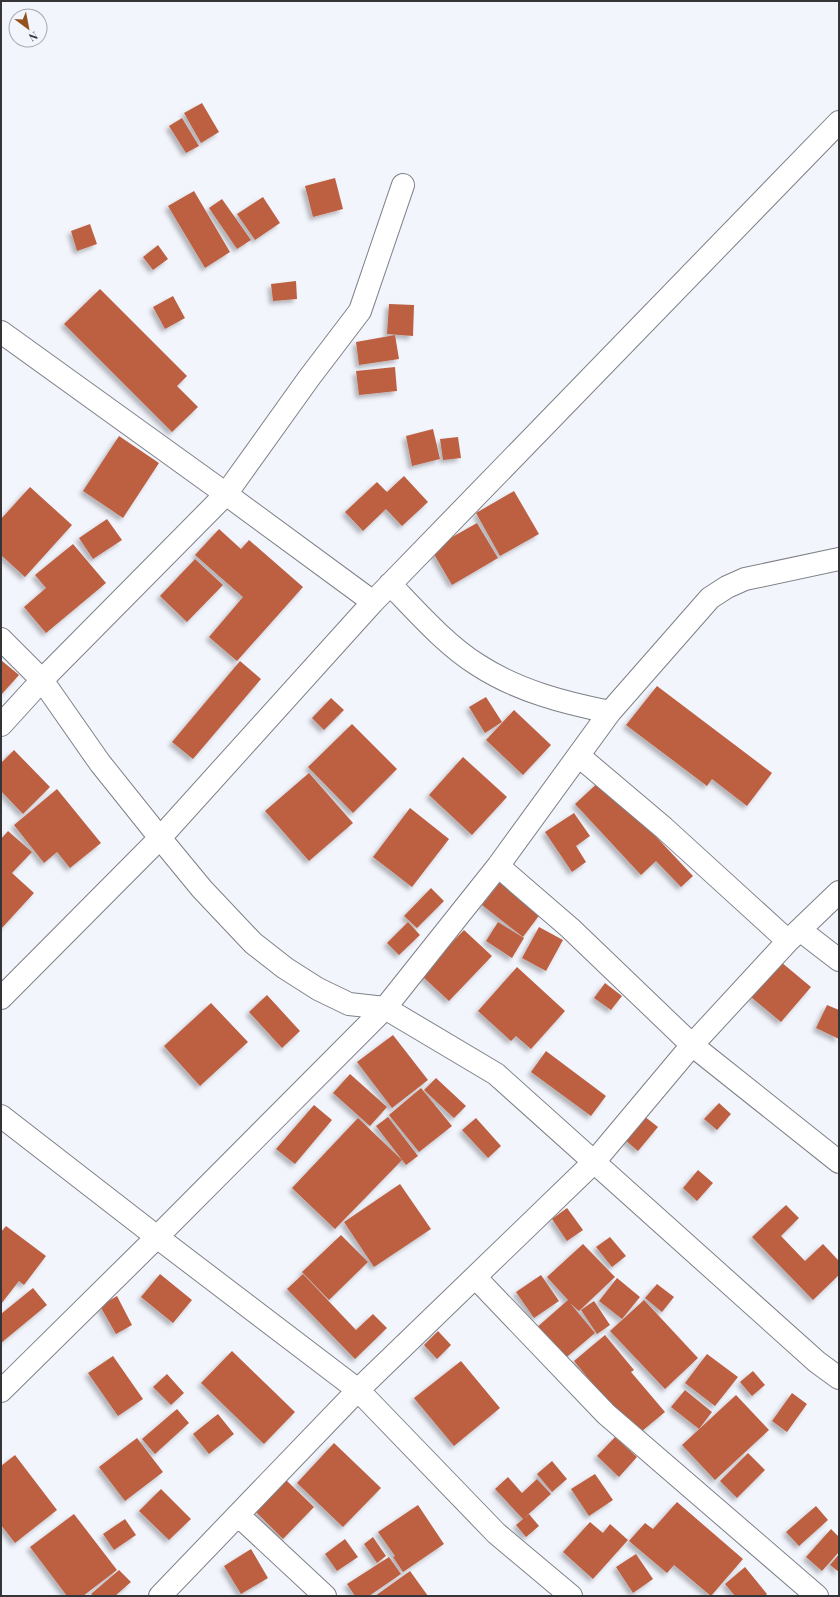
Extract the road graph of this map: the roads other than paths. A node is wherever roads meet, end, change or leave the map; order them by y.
1 (839, 122) edge
2 (403, 185) dead end
3 (1, 332) edge
4 (226, 494) junction
5 (839, 559) edge
6 (390, 584) junction
7 (373, 602) junction
8 (1, 639) edge
9 (42, 680) junction
10 (610, 712) junction
11 (1, 725) edge
12 (579, 756) junction
13 (160, 838) junction
14 (498, 866) junction
15 (839, 892) edge
16 (794, 936) junction
17 (839, 960) edge
18 (1, 998) edge
19 (385, 1008) junction
20 (692, 1045) junction
21 (1, 1116) edge
22 (594, 1162) junction
23 (839, 1162) edge
24 (157, 1237) junction
25 (475, 1277) junction
26 (839, 1378) edge
27 (358, 1390) junction
28 (1, 1391) edge
29 (238, 1515) junction
30 (160, 1596) edge
31 (325, 1596) edge
32 (571, 1596) edge
33 (817, 1596) edge

1 - 6 street
2 - 4 street
3 - 4 street
4 - 7 street
4 - 9 street
5 - 10 street
6 - 7 street
6 - 10 street
7 - 13 street
8 - 9 street
9 - 11 street
9 - 13 street
10 - 12 street
12 - 14 street
12 - 16 street
13 - 18 street
13 - 19 street
14 - 19 street
14 - 20 street
15 - 16 street
16 - 17 street
16 - 20 street
19 - 22 street
19 - 24 street
20 - 22 street
20 - 23 street
21 - 24 street
22 - 25 street
22 - 26 street
24 - 27 street
24 - 28 street
25 - 27 street
25 - 33 street
27 - 29 street
27 - 32 street
29 - 30 street
29 - 31 street

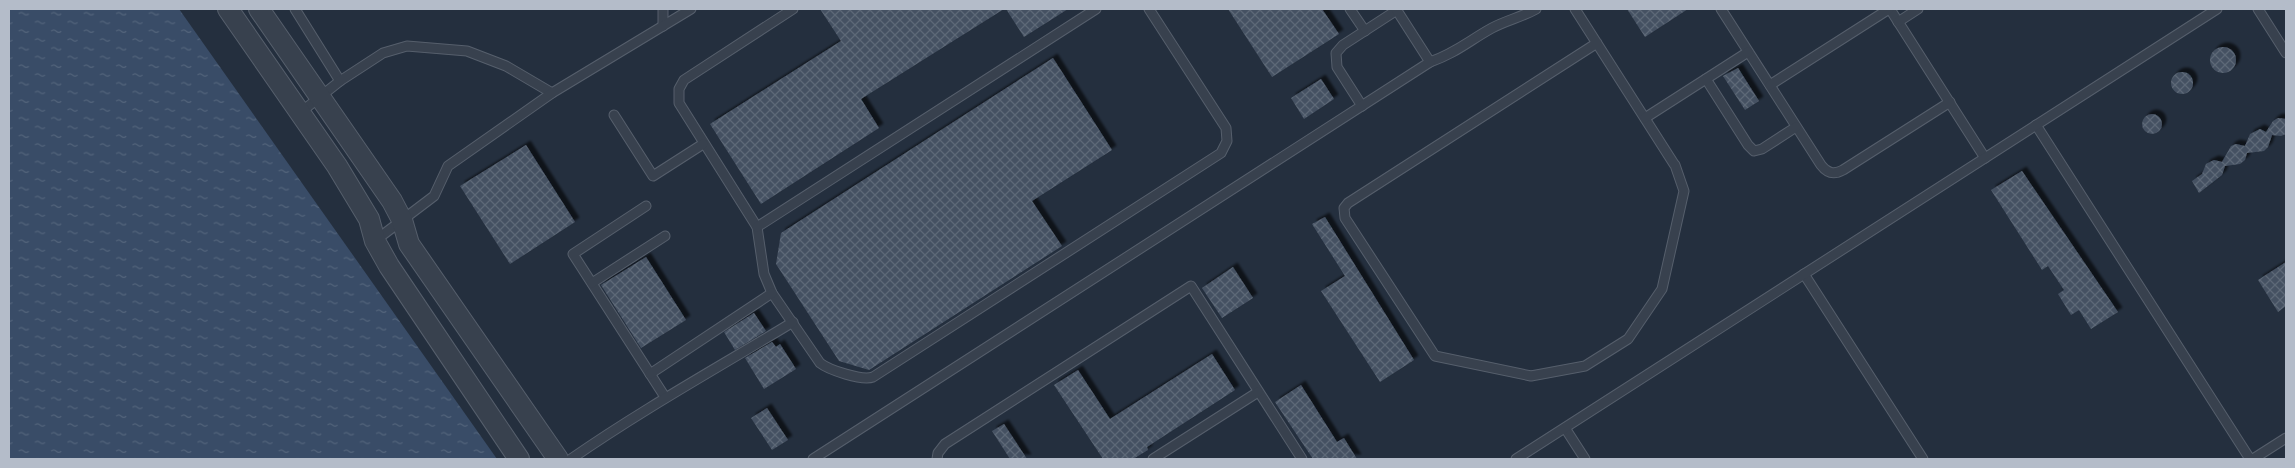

....................

_What the exercise asks_
Verbatim reproduction of every entry is needed, with the images left out.

_Solved exercise_
Extract the road graph of this map: the roads other than paths. A node is wherever roads meet, end, change or leave the map; order them by y.
1 (839, 122) edge
2 (403, 185) dead end
3 (1, 332) edge
4 (226, 494) junction
5 (839, 559) edge
6 (390, 584) junction
7 (373, 602) junction
8 (1, 639) edge
9 (42, 680) junction
10 (610, 712) junction
11 (1, 725) edge
12 (579, 756) junction
13 (160, 838) junction
14 (498, 866) junction
15 (839, 892) edge
16 (794, 936) junction
17 (839, 960) edge
18 (1, 998) edge
19 (385, 1008) junction
20 (692, 1045) junction
21 (1, 1116) edge
22 (594, 1162) junction
23 (839, 1162) edge
24 (157, 1237) junction
25 (475, 1277) junction
26 (839, 1378) edge
27 (358, 1390) junction
28 (1, 1391) edge
29 (238, 1515) junction
30 (160, 1596) edge
31 (325, 1596) edge
32 (571, 1596) edge
33 (817, 1596) edge

1 - 6 street
2 - 4 street
3 - 4 street
4 - 7 street
4 - 9 street
5 - 10 street
6 - 7 street
6 - 10 street
7 - 13 street
8 - 9 street
9 - 11 street
9 - 13 street
10 - 12 street
12 - 14 street
12 - 16 street
13 - 18 street
13 - 19 street
14 - 19 street
14 - 20 street
15 - 16 street
16 - 17 street
16 - 20 street
19 - 22 street
19 - 24 street
20 - 22 street
20 - 23 street
21 - 24 street
22 - 25 street
22 - 26 street
24 - 27 street
24 - 28 street
25 - 27 street
25 - 33 street
27 - 29 street
27 - 32 street
29 - 30 street
29 - 31 street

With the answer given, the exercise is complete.